Please print each entry below exactly as it stands, but without any pictures.

Supplied material:
****************************************
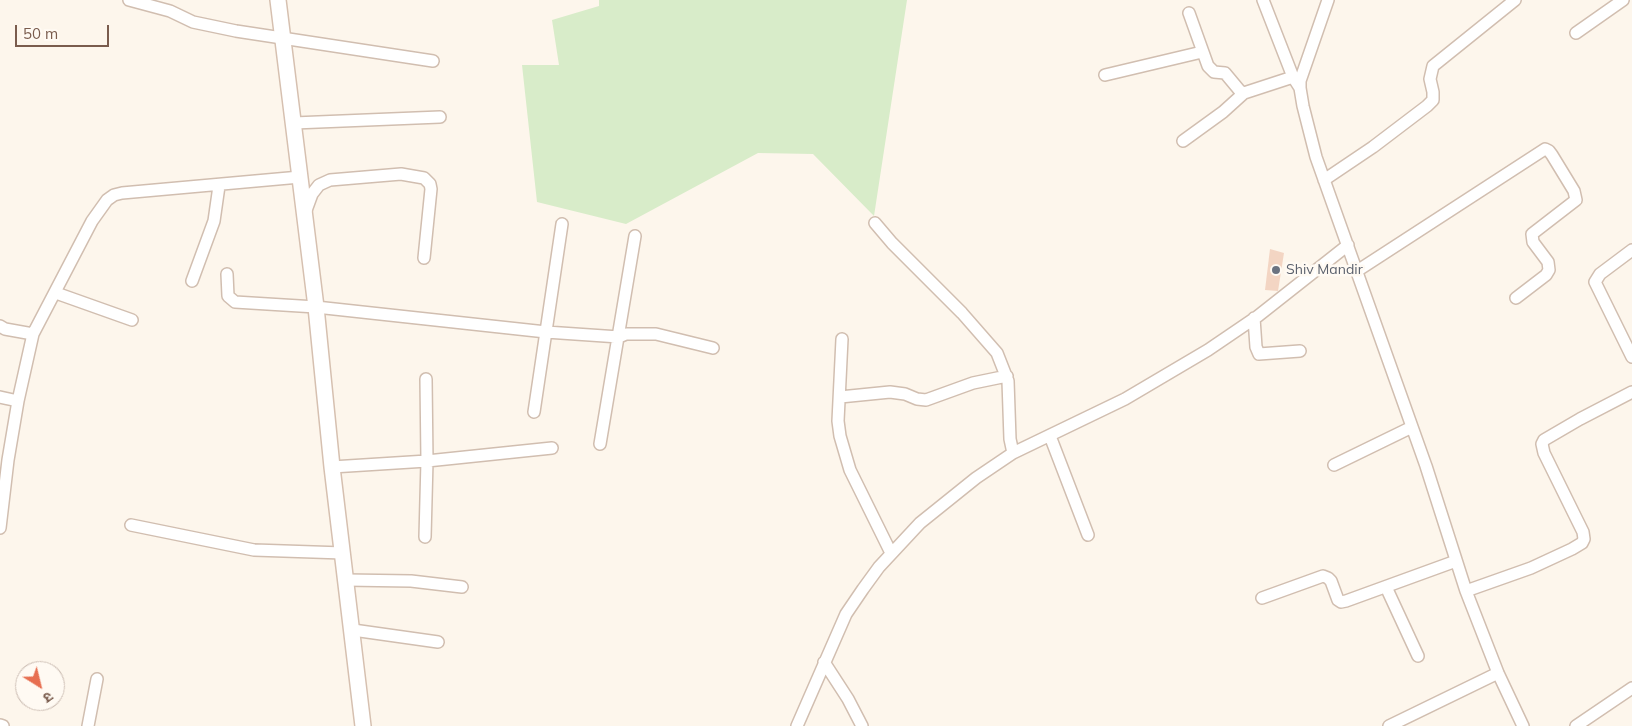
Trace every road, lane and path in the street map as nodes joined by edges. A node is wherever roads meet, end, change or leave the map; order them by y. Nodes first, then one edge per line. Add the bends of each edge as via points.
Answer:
1 (129, 0) edge
2 (278, 0) edge
3 (1263, 0) edge
4 (1328, 0) edge
5 (1515, 0) edge
6 (1623, 0) edge
7 (1189, 13) dead end
8 (1576, 32) dead end
9 (283, 39) junction
10 (1202, 52) junction
11 (433, 61) dead end
12 (1105, 75) dead end
13 (1293, 77) junction
14 (1300, 88) junction
15 (1244, 92) junction
16 (440, 117) dead end
17 (294, 123) junction
18 (1183, 141) dead end
19 (300, 177) junction
20 (1324, 180) junction
21 (219, 186) junction
22 (305, 213) junction
23 (875, 223) dead end
24 (562, 224) dead end
25 (635, 236) dead end
26 (1348, 246) junction
27 (1632, 250) edge
28 (424, 258) dead end
29 (1358, 271) junction
30 (227, 274) dead end
31 (192, 281) dead end
32 (56, 293) junction
33 (1516, 298) dead end
34 (316, 308) junction
35 (1254, 318) junction
36 (132, 320) dead end
37 (0, 326) edge
38 (546, 332) junction
39 (33, 334) junction
40 (618, 337) junction
41 (842, 339) dead end
42 (713, 348) dead end
43 (1300, 351) dead end
44 (1632, 357) edge
45 (1007, 376) junction
46 (426, 379) dead end
47 (1632, 392) edge
48 (0, 397) edge
49 (840, 397) junction
50 (18, 401) junction
51 (534, 412) dead end
52 (1412, 427) junction
53 (1050, 436) junction
54 (600, 444) dead end
55 (552, 448) dead end
56 (1013, 453) junction
57 (4, 460) edge
58 (427, 461) junction
59 (1334, 465) dead end
60 (332, 467) junction
61 (131, 525) dead end
62 (0, 528) edge
63 (1088, 534) dead end
64 (425, 537) dead end
65 (343, 552) junction
66 (891, 553) junction
67 (1456, 561) junction
68 (346, 580) junction
69 (462, 587) dead end
70 (1386, 587) junction
71 (1466, 591) junction
72 (1262, 598) dead end
73 (353, 630) junction
74 (438, 642) dead end
75 (1418, 656) dead end
76 (824, 662) junction
77 (1498, 673) junction
78 (97, 678) dead end
79 (1632, 688) edge
80 (88, 726) edge
81 (363, 726) edge
82 (797, 726) edge
83 (862, 726) edge
84 (1389, 726) edge
85 (1522, 726) edge
86 (1576, 726) edge

1 - 9 street via 170,11 193,22
2 - 9 street
3 - 13 street
4 - 14 street
5 - 20 street via 1433,66 1430,79 1433,100 1428,106
6 - 8 street
7 - 10 street
9 - 11 street
9 - 17 street
10 - 12 street
10 - 15 street via 1211,70 1225,73
13 - 14 street
13 - 15 street
14 - 20 street via 1309,133
15 - 18 street
16 - 17 street
17 - 19 street
19 - 21 street
19 - 22 street
20 - 26 street
21 - 31 street via 214,221
21 - 32 street via 114,195 92,220
22 - 28 street via 312,194 319,185 330,180 401,174 424,178 432,189
22 - 34 street
23 - 45 street via 985,339 997,353
24 - 38 street
25 - 40 street
26 - 29 street
26 - 35 street
27 - 44 street via 1600,274 1595,282
29 - 33 street via 1545,149 1549,150 1566,176 1576,200 1532,234 1533,242 1548,262 1549,270
29 - 52 street
30 - 34 street via 228,296 235,302
32 - 36 street
32 - 39 street
34 - 38 street
34 - 60 street
35 - 43 street via 1259,354
35 - 53 street via 1187,363
37 - 39 street
38 - 40 street
38 - 51 street
39 - 50 street
40 - 42 street via 656,334
40 - 54 street
41 - 49 street
45 - 49 street via 974,383 926,400 890,392
45 - 56 street
46 - 58 street
47 - 71 street via 1580,419 1542,444 1583,532 1582,543 1531,568
48 - 50 street
49 - 66 street via 840,436 850,470
50 - 57 street
52 - 59 street
52 - 67 street
53 - 56 street
53 - 63 street
55 - 58 street
56 - 66 street via 920,523
57 - 62 street
58 - 60 street
58 - 64 street
60 - 65 street
61 - 65 street via 254,550
65 - 68 street
66 - 76 street via 846,614
67 - 70 street
67 - 71 street
68 - 69 street via 411,581
68 - 73 street
70 - 72 street via 1342,602 1334,594 1328,578 1323,576
70 - 75 street
71 - 77 street
73 - 74 street
73 - 81 street
76 - 82 street
76 - 83 street
77 - 84 street
77 - 85 street
78 - 80 street
79 - 86 street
****************************************
Final answer:
Trace every road, lane and path in the street map as nodes joined by edges. A node is wherever roads meet, end, change or leave the map; order them by y. Nodes first, then one edge per line. Add the bends of each edge as via points.
Answer:
1 (129, 0) edge
2 (278, 0) edge
3 (1263, 0) edge
4 (1328, 0) edge
5 (1515, 0) edge
6 (1623, 0) edge
7 (1189, 13) dead end
8 (1576, 32) dead end
9 (283, 39) junction
10 (1202, 52) junction
11 (433, 61) dead end
12 (1105, 75) dead end
13 (1293, 77) junction
14 (1300, 88) junction
15 (1244, 92) junction
16 (440, 117) dead end
17 (294, 123) junction
18 (1183, 141) dead end
19 (300, 177) junction
20 (1324, 180) junction
21 (219, 186) junction
22 (305, 213) junction
23 (875, 223) dead end
24 (562, 224) dead end
25 (635, 236) dead end
26 (1348, 246) junction
27 (1632, 250) edge
28 (424, 258) dead end
29 (1358, 271) junction
30 (227, 274) dead end
31 (192, 281) dead end
32 (56, 293) junction
33 (1516, 298) dead end
34 (316, 308) junction
35 (1254, 318) junction
36 (132, 320) dead end
37 (0, 326) edge
38 (546, 332) junction
39 (33, 334) junction
40 (618, 337) junction
41 (842, 339) dead end
42 (713, 348) dead end
43 (1300, 351) dead end
44 (1632, 357) edge
45 (1007, 376) junction
46 (426, 379) dead end
47 (1632, 392) edge
48 (0, 397) edge
49 (840, 397) junction
50 (18, 401) junction
51 (534, 412) dead end
52 (1412, 427) junction
53 (1050, 436) junction
54 (600, 444) dead end
55 (552, 448) dead end
56 (1013, 453) junction
57 (4, 460) edge
58 (427, 461) junction
59 (1334, 465) dead end
60 (332, 467) junction
61 (131, 525) dead end
62 (0, 528) edge
63 (1088, 534) dead end
64 (425, 537) dead end
65 (343, 552) junction
66 (891, 553) junction
67 (1456, 561) junction
68 (346, 580) junction
69 (462, 587) dead end
70 (1386, 587) junction
71 (1466, 591) junction
72 (1262, 598) dead end
73 (353, 630) junction
74 (438, 642) dead end
75 (1418, 656) dead end
76 (824, 662) junction
77 (1498, 673) junction
78 (97, 678) dead end
79 (1632, 688) edge
80 (88, 726) edge
81 (363, 726) edge
82 (797, 726) edge
83 (862, 726) edge
84 (1389, 726) edge
85 (1522, 726) edge
86 (1576, 726) edge

1 - 9 street via 170,11 193,22
2 - 9 street
3 - 13 street
4 - 14 street
5 - 20 street via 1433,66 1430,79 1433,100 1428,106
6 - 8 street
7 - 10 street
9 - 11 street
9 - 17 street
10 - 12 street
10 - 15 street via 1211,70 1225,73
13 - 14 street
13 - 15 street
14 - 20 street via 1309,133
15 - 18 street
16 - 17 street
17 - 19 street
19 - 21 street
19 - 22 street
20 - 26 street
21 - 31 street via 214,221
21 - 32 street via 114,195 92,220
22 - 28 street via 312,194 319,185 330,180 401,174 424,178 432,189
22 - 34 street
23 - 45 street via 985,339 997,353
24 - 38 street
25 - 40 street
26 - 29 street
26 - 35 street
27 - 44 street via 1600,274 1595,282
29 - 33 street via 1545,149 1549,150 1566,176 1576,200 1532,234 1533,242 1548,262 1549,270
29 - 52 street
30 - 34 street via 228,296 235,302
32 - 36 street
32 - 39 street
34 - 38 street
34 - 60 street
35 - 43 street via 1259,354
35 - 53 street via 1187,363
37 - 39 street
38 - 40 street
38 - 51 street
39 - 50 street
40 - 42 street via 656,334
40 - 54 street
41 - 49 street
45 - 49 street via 974,383 926,400 890,392
45 - 56 street
46 - 58 street
47 - 71 street via 1580,419 1542,444 1583,532 1582,543 1531,568
48 - 50 street
49 - 66 street via 840,436 850,470
50 - 57 street
52 - 59 street
52 - 67 street
53 - 56 street
53 - 63 street
55 - 58 street
56 - 66 street via 920,523
57 - 62 street
58 - 60 street
58 - 64 street
60 - 65 street
61 - 65 street via 254,550
65 - 68 street
66 - 76 street via 846,614
67 - 70 street
67 - 71 street
68 - 69 street via 411,581
68 - 73 street
70 - 72 street via 1342,602 1334,594 1328,578 1323,576
70 - 75 street
71 - 77 street
73 - 74 street
73 - 81 street
76 - 82 street
76 - 83 street
77 - 84 street
77 - 85 street
78 - 80 street
79 - 86 street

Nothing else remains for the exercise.